That is, the processing target in steps S62 and S63 in FIG. 9A is a luminance component, whereas the processing target in steps S82 and S83 in FIG. 9B is a color component.
Further, in the process of step S64 in FIG. 9A, the luminance Center-Surround scale difference is obtained as the luminance contrast I (c, s). On the other hand, in the process of step S84 in FIG. 9B, the difference between the center and surround scales of the hue (R / G, B / Y) is obtained as the hue contrast. Of the color components, a red component is indicated by R, a green component is indicated by G, a blue component is indicated by B, and a yellow component is indicated by Y. Hereinafter, the hue contrast for the hue R / G is described as RG (c, s), and the hue contrast for the hue B / Y is described as BY (c, s).
Here, in accordance with the above example, it is assumed that there are three types of the target pixel c and two types of the peripheral pixel s. In this case, as a result of the loop processing in steps S61 to S65 in FIG. 9A, six types of feature map of luminance contrast I were obtained. On the other hand, as a result of the loop processing in steps S81 to S85 in FIG. 9B, six kinds of hue contrast RG feature quantity maps and six kinds of hue contrast BY feature quantity maps are obtained.
Finally, a luminance feature amount map FI was obtained in the process of step S66 of FIG. 9A. On the other hand, a color feature amount map is obtained in step S86 in FIG. 9B. Hereinafter, the color feature map is described as FC in order to distinguish it from other feature maps.

  FIG. 9C illustrates an example of a directional feature amount map creation process.

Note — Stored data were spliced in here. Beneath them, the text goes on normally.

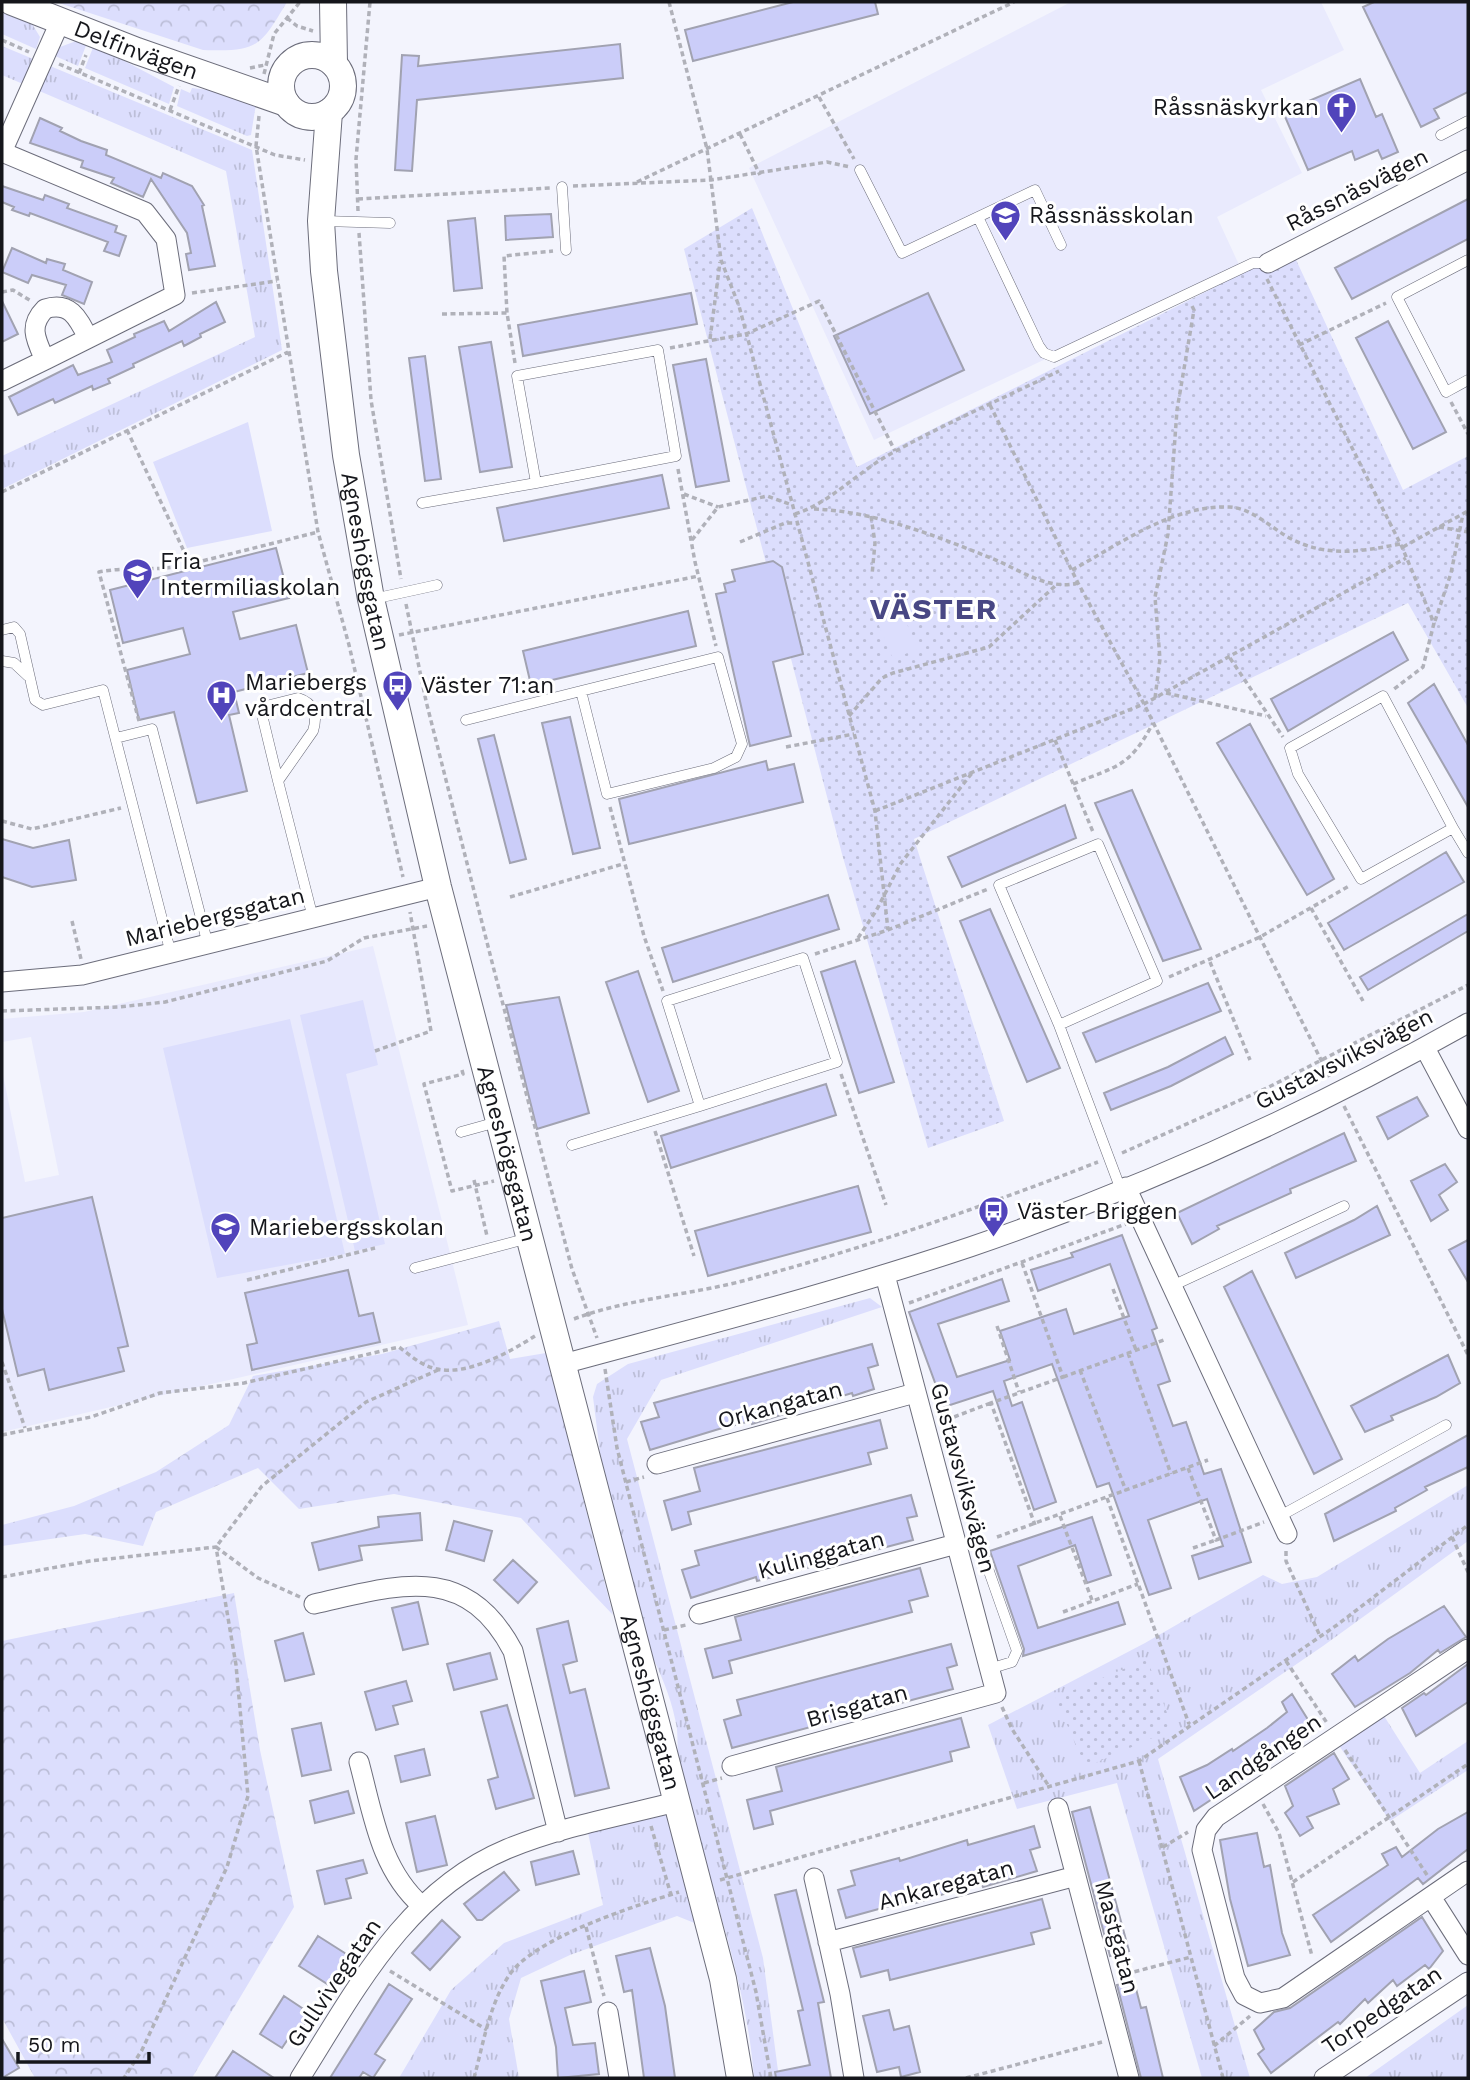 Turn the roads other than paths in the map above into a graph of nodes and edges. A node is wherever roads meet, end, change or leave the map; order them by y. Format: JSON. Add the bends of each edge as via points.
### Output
{"nodes":[{"id":1,"x":12,"y":2,"type":"edge"},
{"id":2,"x":327,"y":2,"type":"edge"},
{"id":3,"x":333,"y":2,"type":"edge"},
{"id":4,"x":60,"y":22,"type":"junction"},
{"id":5,"x":334,"y":64,"type":"junction"},
{"id":6,"x":283,"y":86,"type":"junction"},
{"id":7,"x":329,"y":112,"type":"junction"},
{"id":8,"x":1468,"y":121,"type":"edge"},
{"id":9,"x":1441,"y":135,"type":"dead end"},
{"id":10,"x":2,"y":152,"type":"edge"},
{"id":11,"x":317,"y":160,"type":"junction"},
{"id":12,"x":1468,"y":160,"type":"edge"},
{"id":13,"x":860,"y":170,"type":"road end"},
{"id":14,"x":562,"y":187,"type":"road end"},
{"id":15,"x":978,"y":217,"type":"junction"},
{"id":16,"x":321,"y":221,"type":"junction"},
{"id":17,"x":390,"y":223,"type":"dead end"},
{"id":18,"x":1061,"y":245,"type":"dead end"},
{"id":19,"x":566,"y":250,"type":"road end"},
{"id":20,"x":1468,"y":260,"type":"edge"},
{"id":21,"x":1265,"y":269,"type":"joint"},
{"id":22,"x":88,"y":338,"type":"junction"},
{"id":23,"x":45,"y":360,"type":"junction"},
{"id":24,"x":1468,"y":380,"type":"edge"},
{"id":25,"x":2,"y":381,"type":"edge"},
{"id":26,"x":537,"y":482,"type":"junction"},
{"id":27,"x":422,"y":503,"type":"dead end"},
{"id":28,"x":437,"y":585,"type":"dead end"},
{"id":29,"x":371,"y":599,"type":"junction"},
{"id":30,"x":2,"y":630,"type":"edge"},
{"id":31,"x":2,"y":661,"type":"edge"},
{"id":32,"x":29,"y":676,"type":"junction"},
{"id":33,"x":581,"y":691,"type":"junction"},
{"id":34,"x":466,"y":720,"type":"dead end"},
{"id":35,"x":116,"y":738,"type":"junction"},
{"id":36,"x":278,"y":780,"type":"junction"},
{"id":37,"x":1453,"y":828,"type":"junction"},
{"id":38,"x":1468,"y":853,"type":"edge"},
{"id":39,"x":438,"y":887,"type":"junction"},
{"id":40,"x":313,"y":918,"type":"junction"},
{"id":41,"x":208,"y":944,"type":"junction"},
{"id":42,"x":172,"y":954,"type":"junction"},
{"id":43,"x":2,"y":982,"type":"edge"},
{"id":44,"x":1468,"y":1023,"type":"edge"},
{"id":45,"x":1059,"y":1024,"type":"junction"},
{"id":46,"x":1424,"y":1048,"type":"junction"},
{"id":47,"x":700,"y":1106,"type":"junction"},
{"id":48,"x":501,"y":1121,"type":"junction"},
{"id":49,"x":1468,"y":1129,"type":"edge"},
{"id":50,"x":461,"y":1132,"type":"dead end"},
{"id":51,"x":572,"y":1145,"type":"dead end"},
{"id":52,"x":1124,"y":1189,"type":"junction"},
{"id":53,"x":1343,"y":1206,"type":"dead end"},
{"id":54,"x":530,"y":1237,"type":"junction"},
{"id":55,"x":415,"y":1268,"type":"dead end"},
{"id":56,"x":884,"y":1275,"type":"junction"},
{"id":57,"x":1172,"y":1286,"type":"junction"},
{"id":58,"x":563,"y":1364,"type":"junction"},
{"id":59,"x":915,"y":1394,"type":"junction"},
{"id":60,"x":1446,"y":1425,"type":"dead end"},
{"id":61,"x":657,"y":1464,"type":"dead end"},
{"id":62,"x":1284,"y":1525,"type":"joint"},
{"id":63,"x":979,"y":1543,"type":"dead end"},
{"id":64,"x":956,"y":1544,"type":"junction"},
{"id":65,"x":314,"y":1604,"type":"road end"},
{"id":66,"x":698,"y":1614,"type":"dead end"},
{"id":67,"x":1468,"y":1649,"type":"edge"},
{"id":68,"x":989,"y":1669,"type":"junction"},
{"id":69,"x":996,"y":1693,"type":"joint"},
{"id":70,"x":359,"y":1762,"type":"dead end"},
{"id":71,"x":732,"y":1766,"type":"dead end"},
{"id":72,"x":676,"y":1802,"type":"junction"},
{"id":73,"x":1058,"y":1808,"type":"road end"},
{"id":74,"x":558,"y":1832,"type":"junction"},
{"id":75,"x":1468,"y":1871,"type":"edge"},
{"id":76,"x":1076,"y":1876,"type":"junction"},
{"id":77,"x":814,"y":1878,"type":"dead end"},
{"id":78,"x":1435,"y":1895,"type":"junction"},
{"id":79,"x":422,"y":1906,"type":"junction"},
{"id":80,"x":828,"y":1942,"type":"junction"},
{"id":81,"x":1468,"y":1955,"type":"edge"},
{"id":82,"x":1468,"y":1982,"type":"edge"},
{"id":83,"x":608,"y":2012,"type":"road end"},
{"id":84,"x":300,"y":2078,"type":"edge"},
{"id":85,"x":619,"y":2078,"type":"edge"},
{"id":86,"x":740,"y":2078,"type":"edge"},
{"id":87,"x":854,"y":2078,"type":"edge"},
{"id":88,"x":1129,"y":2078,"type":"edge"},
{"id":89,"x":1324,"y":2078,"type":"edge"}],
"edges":[{"from":1,"to":4,"type":"street","name":"Delfinvägen"},
{"from":2,"to":6,"type":"street"},
{"from":3,"to":5,"type":"street","name":"Agneshögsgatan"},
{"from":4,"to":6,"type":"street","name":"Delfinvägen","via":[[223,80]]},
{"from":4,"to":10,"type":"street"},
{"from":5,"to":6,"type":"street","via":[[323,57]]},
{"from":5,"to":7,"type":"street","name":"Agneshögsgatan","via":[[343,85]]},
{"from":6,"to":7,"type":"street","via":[[314,117]]},
{"from":6,"to":11,"type":"street","name":"Agneshögsgatan"},
{"from":7,"to":11,"type":"street","name":"Agneshögsgatan"},
{"from":8,"to":9,"type":"lane"},
{"from":10,"to":22,"type":"street","via":[[145,212],[166,239],[175,295]]},
{"from":11,"to":16,"type":"street","name":"Agneshögsgatan"},
{"from":12,"to":21,"type":"street","name":"Råssnäsvägen"},
{"from":13,"to":15,"type":"lane","via":[[902,253]]},
{"from":14,"to":19,"type":"lane"},
{"from":15,"to":18,"type":"lane","via":[[1035,190]]},
{"from":15,"to":21,"type":"lane","via":[[1039,346],[1054,357],[1253,262]]},
{"from":16,"to":17,"type":"lane"},
{"from":16,"to":29,"type":"street","name":"Agneshögsgatan","via":[[329,332]]},
{"from":20,"to":24,"type":"lane","via":[[1397,297],[1446,392]]},
{"from":22,"to":23,"type":"street"},
{"from":22,"to":23,"type":"street","via":[[66,307],[45,309],[34,327]]},
{"from":23,"to":25,"type":"street"},
{"from":26,"to":26,"type":"lane","via":[[517,376],[657,350],[676,456]]},
{"from":26,"to":27,"type":"lane"},
{"from":28,"to":29,"type":"lane"},
{"from":29,"to":39,"type":"street","name":"Agneshögsgatan"},
{"from":30,"to":32,"type":"lane","via":[[14,627],[19,634]]},
{"from":31,"to":32,"type":"lane","via":[[15,663]]},
{"from":32,"to":35,"type":"lane","via":[[35,700],[43,705],[103,690]]},
{"from":33,"to":33,"type":"lane","via":[[718,657],[742,744],[736,757],[714,768],[607,794]]},
{"from":33,"to":34,"type":"lane"},
{"from":35,"to":41,"type":"lane","via":[[152,729]]},
{"from":35,"to":42,"type":"lane"},
{"from":36,"to":36,"type":"lane","via":[[316,721],[310,705],[298,698],[270,705],[263,719]]},
{"from":36,"to":40,"type":"lane"},
{"from":37,"to":37,"type":"lane","via":[[1383,696],[1290,748],[1298,774],[1361,879]]},
{"from":37,"to":38,"type":"lane"},
{"from":39,"to":40,"type":"street","name":"Mariebergsgatan"},
{"from":39,"to":48,"type":"street","name":"Agneshögsgatan"},
{"from":40,"to":41,"type":"street","name":"Mariebergsgatan"},
{"from":41,"to":42,"type":"street","name":"Mariebergsgatan"},
{"from":42,"to":43,"type":"street","name":"Mariebergsgatan","via":[[82,975]]},
{"from":44,"to":46,"type":"street","name":"Gustavsviksvägen"},
{"from":45,"to":45,"type":"lane","via":[[999,885],[1098,844],[1157,981]]},
{"from":45,"to":52,"type":"lane"},
{"from":46,"to":49,"type":"street"},
{"from":46,"to":52,"type":"street","name":"Gustavsviksvägen"},
{"from":47,"to":47,"type":"lane","via":[[667,1001],[803,958],[837,1062]]},
{"from":47,"to":51,"type":"lane"},
{"from":48,"to":50,"type":"lane"},
{"from":48,"to":54,"type":"street","name":"Agneshögsgatan"},
{"from":52,"to":56,"type":"street","name":"Gustavsviksvägen"},
{"from":52,"to":57,"type":"street"},
{"from":53,"to":57,"type":"lane"},
{"from":54,"to":55,"type":"lane"},
{"from":54,"to":58,"type":"street","name":"Agneshögsgatan"},
{"from":56,"to":58,"type":"street","name":"Gustavsviksvägen"},
{"from":56,"to":59,"type":"street","name":"Gustavsviksvägen"},
{"from":57,"to":62,"type":"street"},
{"from":58,"to":72,"type":"street","name":"Agneshögsgatan"},
{"from":59,"to":61,"type":"street","name":"Orkangatan"},
{"from":59,"to":64,"type":"street","name":"Gustavsviksvägen"},
{"from":60,"to":62,"type":"lane"},
{"from":63,"to":68,"type":"lane","via":[[1017,1651],[1012,1662]]},
{"from":64,"to":66,"type":"street","name":"Kulinggatan"},
{"from":64,"to":68,"type":"street","name":"Gustavsviksvägen"},
{"from":65,"to":74,"type":"street","via":[[397,1586],[426,1585],[451,1590],[486,1612],[513,1651]]},
{"from":67,"to":78,"type":"street","name":"Landgången","via":[[1216,1816],[1206,1830],[1202,1850],[1235,1978],[1244,1995],[1256,2002],[1283,1998]]},
{"from":68,"to":69,"type":"street","name":"Gustavsviksvägen"},
{"from":69,"to":71,"type":"street","name":"Brisgatan"},
{"from":70,"to":79,"type":"street","via":[[388,1861],[407,1893]]},
{"from":72,"to":74,"type":"street","name":"Gullvivegatan"},
{"from":72,"to":86,"type":"street","name":"Agneshögsgatan","via":[[727,1998]]},
{"from":73,"to":76,"type":"street","name":"Mastgatan"},
{"from":74,"to":79,"type":"street","name":"Gullvivegatan","via":[[485,1860]]},
{"from":75,"to":78,"type":"street"},
{"from":76,"to":80,"type":"street","name":"Ankaregatan"},
{"from":76,"to":88,"type":"street","name":"Mastgatan"},
{"from":77,"to":80,"type":"street"},
{"from":78,"to":81,"type":"street"},
{"from":79,"to":84,"type":"street","name":"Gullvivegatan","via":[[374,1961]]},
{"from":80,"to":87,"type":"street"},
{"from":82,"to":89,"type":"street","name":"Torpedgatan"},
{"from":83,"to":85,"type":"street"}]}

  Compared with the luminance feature quantity map creation processing of FIG. 9A, the flow of processing of the directional feature quantity map creation processing of FIG. 9C is basically the same, and only the processing target is different. That is, each process of steps S101 to S106 in FIG. 9C is a process corresponding to each of steps S61 to S66 in FIG. 9A, and the processing target of each step is only different from that in FIG. 9A. Therefore, the description of the flow of the directional feature amount map creation process in FIG. 9C will be omitted, and only the processing target will be briefly described below.

That is, the processing target of steps S102 and S1023 is a direction component. Here, the direction component means an amplitude component in each direction obtained as a result of convolution of the Gaussian filter φ with the luminance component. The direction here refers to the direction indicated by the rotation angle θ existing as a parameter of the Gaussian filter φ. For example, four directions of 0 °, 45 °, 90 °, and 135 ° can be adopted as the rotation angle θ.
Further, in the process of step S104, the directional Center-Surround scale difference is obtained as the directional contrast. Hereinafter, the directional contrast is described as O (c, s, θ).
Here, in accordance with the above example, it is assumed that there are three types of the target pixel c and two types of the peripheral pixel s. In this case, as a result of the loop processing in steps S101 to S105, six feature amount maps of the directional contrast O are obtained for each rotation angle θ. For example, when four directions of 0 °, 45 °, 90 °, and 135 ° are employed as the rotation angle θ, 24 (= 6 × 4) directional contrast O feature amount maps are obtained. .
Finally, a directional feature map is obtained in the process of step S106. Hereinafter, the directional feature quantity map is described as FO in order to distinguish it from other feature quantity maps.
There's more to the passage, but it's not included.